In the listing that follows, how many lines contain the string "from"? Provide only the number.

=== INFORMATION SHOWN ===

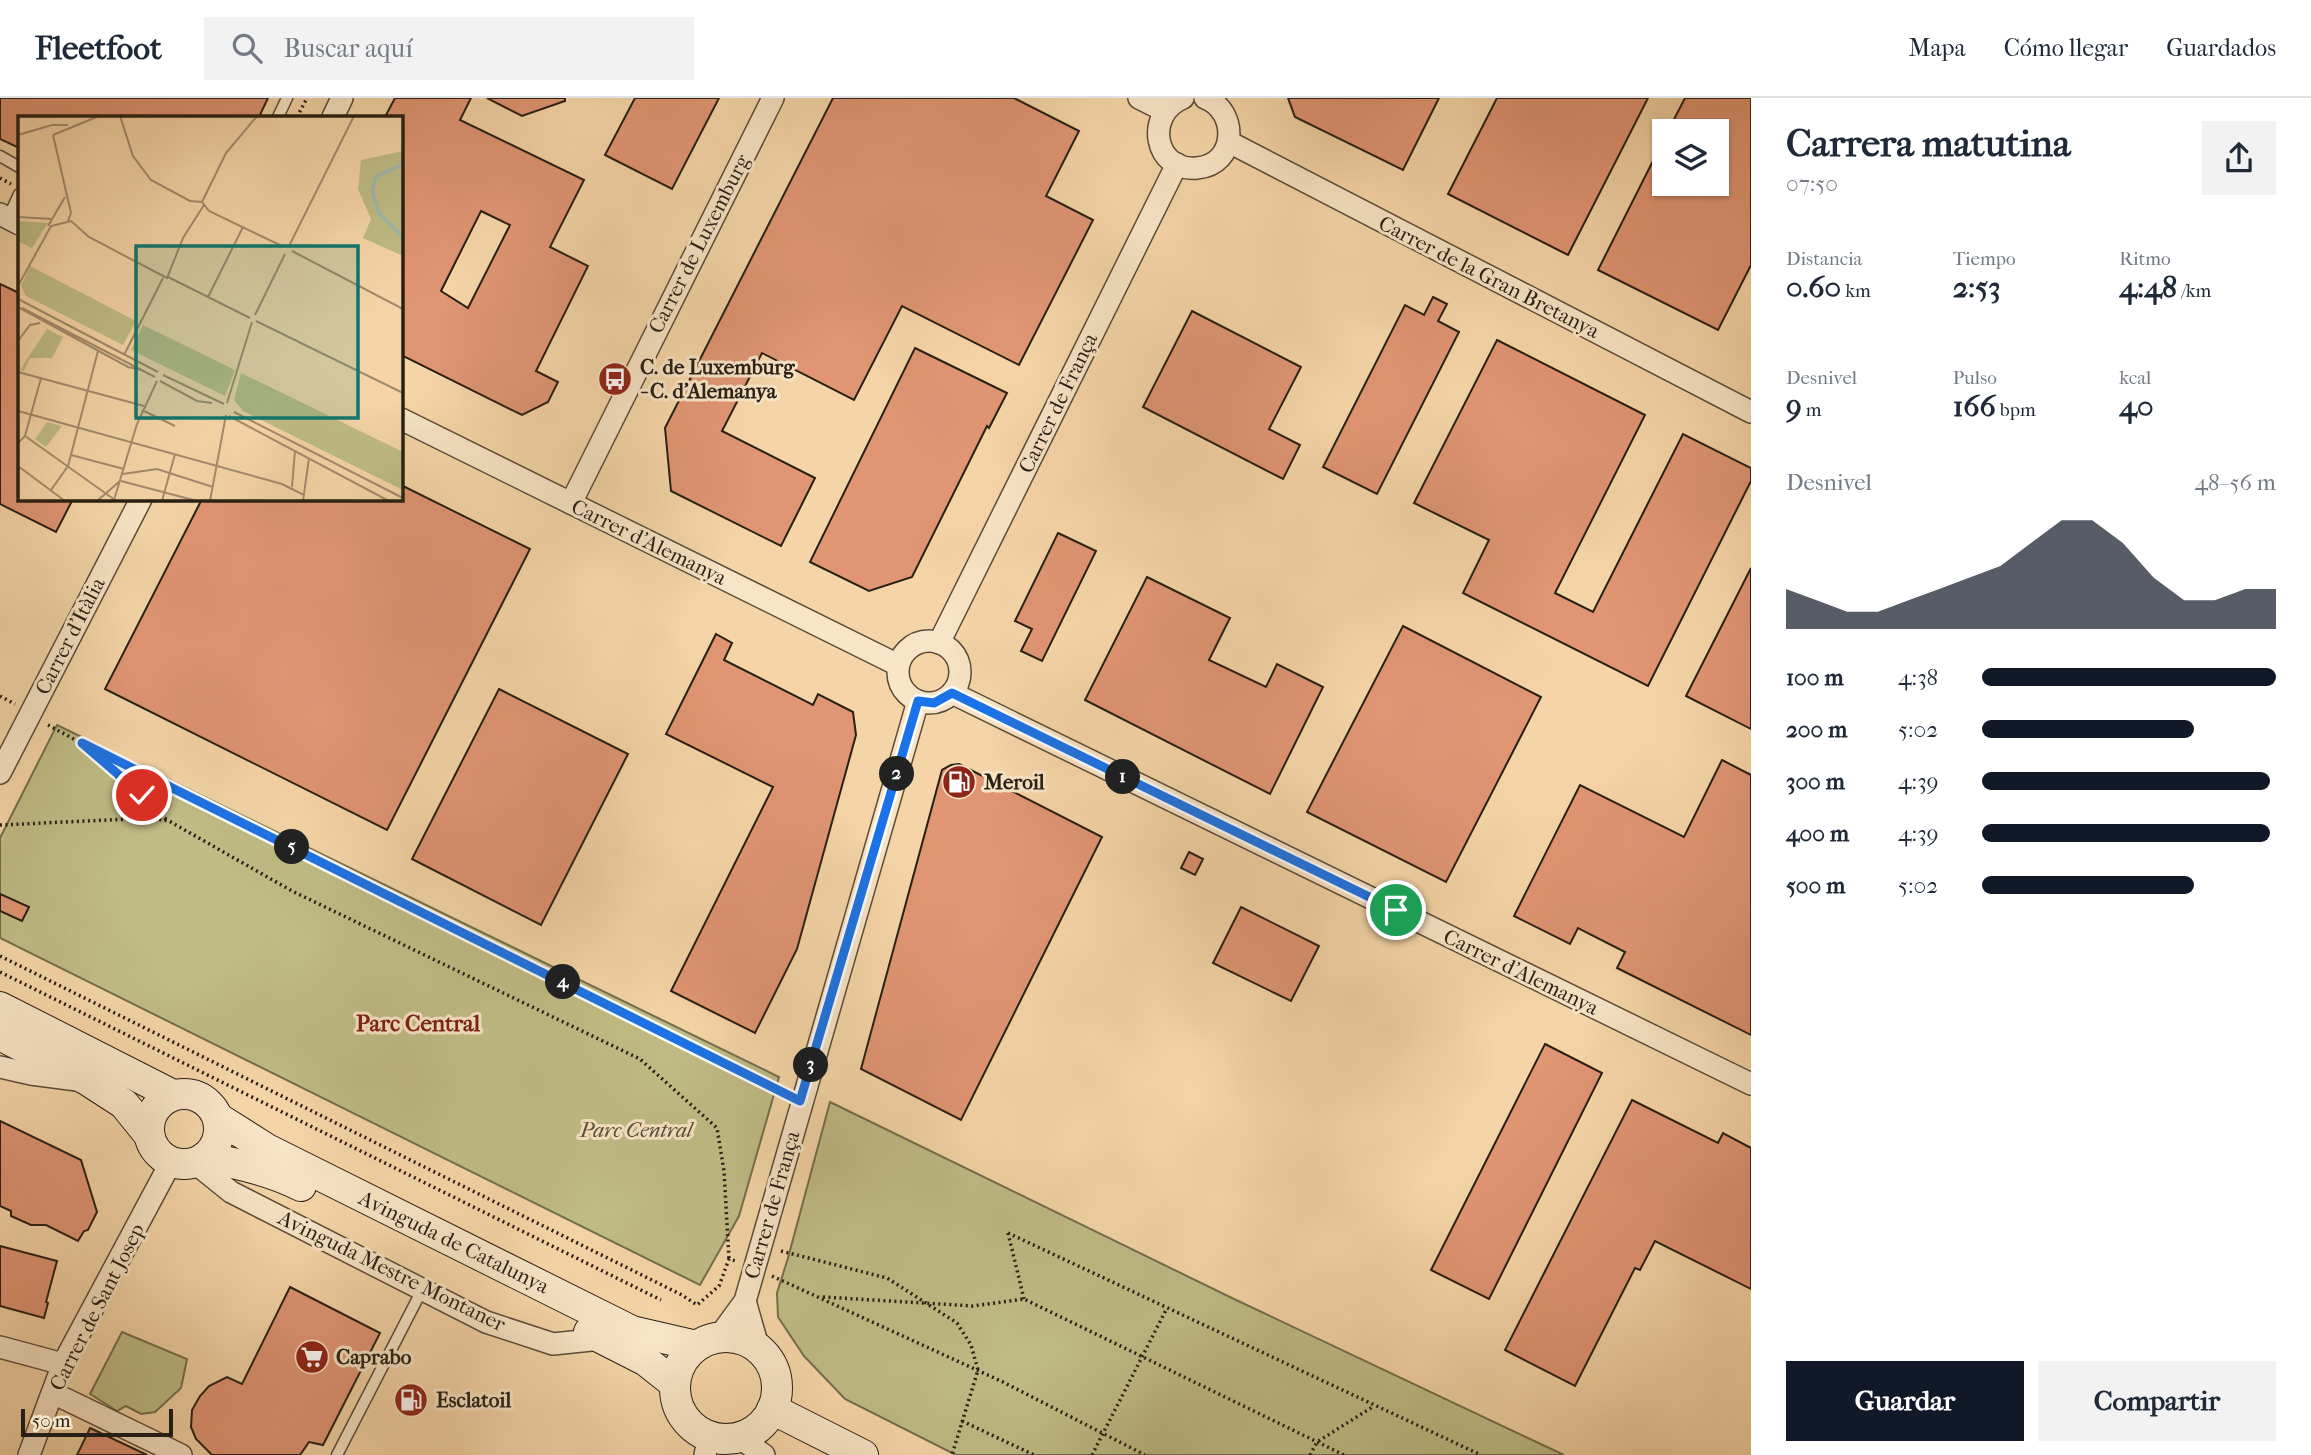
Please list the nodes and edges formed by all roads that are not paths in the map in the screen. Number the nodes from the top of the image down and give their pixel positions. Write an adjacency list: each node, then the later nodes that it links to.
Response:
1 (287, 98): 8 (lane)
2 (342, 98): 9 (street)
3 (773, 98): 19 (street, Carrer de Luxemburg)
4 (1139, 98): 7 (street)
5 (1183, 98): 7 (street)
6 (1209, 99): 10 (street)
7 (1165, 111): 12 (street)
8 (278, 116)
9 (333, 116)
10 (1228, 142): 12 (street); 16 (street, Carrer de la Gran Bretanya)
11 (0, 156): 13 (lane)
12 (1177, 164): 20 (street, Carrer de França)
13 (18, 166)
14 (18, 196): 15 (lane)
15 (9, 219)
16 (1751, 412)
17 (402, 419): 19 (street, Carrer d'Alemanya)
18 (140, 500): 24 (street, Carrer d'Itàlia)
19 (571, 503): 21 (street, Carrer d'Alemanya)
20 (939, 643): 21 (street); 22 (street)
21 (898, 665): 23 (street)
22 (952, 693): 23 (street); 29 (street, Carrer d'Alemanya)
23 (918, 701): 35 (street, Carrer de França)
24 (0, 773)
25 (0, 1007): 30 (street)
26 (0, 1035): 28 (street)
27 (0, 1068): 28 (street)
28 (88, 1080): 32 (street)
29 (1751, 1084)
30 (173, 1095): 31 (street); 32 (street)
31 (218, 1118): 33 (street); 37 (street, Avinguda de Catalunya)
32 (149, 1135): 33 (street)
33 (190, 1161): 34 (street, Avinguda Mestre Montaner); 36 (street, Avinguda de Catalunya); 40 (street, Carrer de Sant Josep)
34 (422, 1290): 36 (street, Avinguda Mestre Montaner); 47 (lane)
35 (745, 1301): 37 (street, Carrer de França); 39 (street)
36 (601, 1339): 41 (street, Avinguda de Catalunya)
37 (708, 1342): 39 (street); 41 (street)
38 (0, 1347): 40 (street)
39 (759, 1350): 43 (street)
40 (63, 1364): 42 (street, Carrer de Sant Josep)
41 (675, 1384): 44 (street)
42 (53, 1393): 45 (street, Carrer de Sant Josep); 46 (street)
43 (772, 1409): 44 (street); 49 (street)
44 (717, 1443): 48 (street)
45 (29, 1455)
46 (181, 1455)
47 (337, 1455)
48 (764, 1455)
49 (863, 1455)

===
=== INFORMATION SHOWN ===

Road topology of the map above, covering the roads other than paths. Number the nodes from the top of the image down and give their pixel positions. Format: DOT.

===

■ WRITTEN REPLY: 2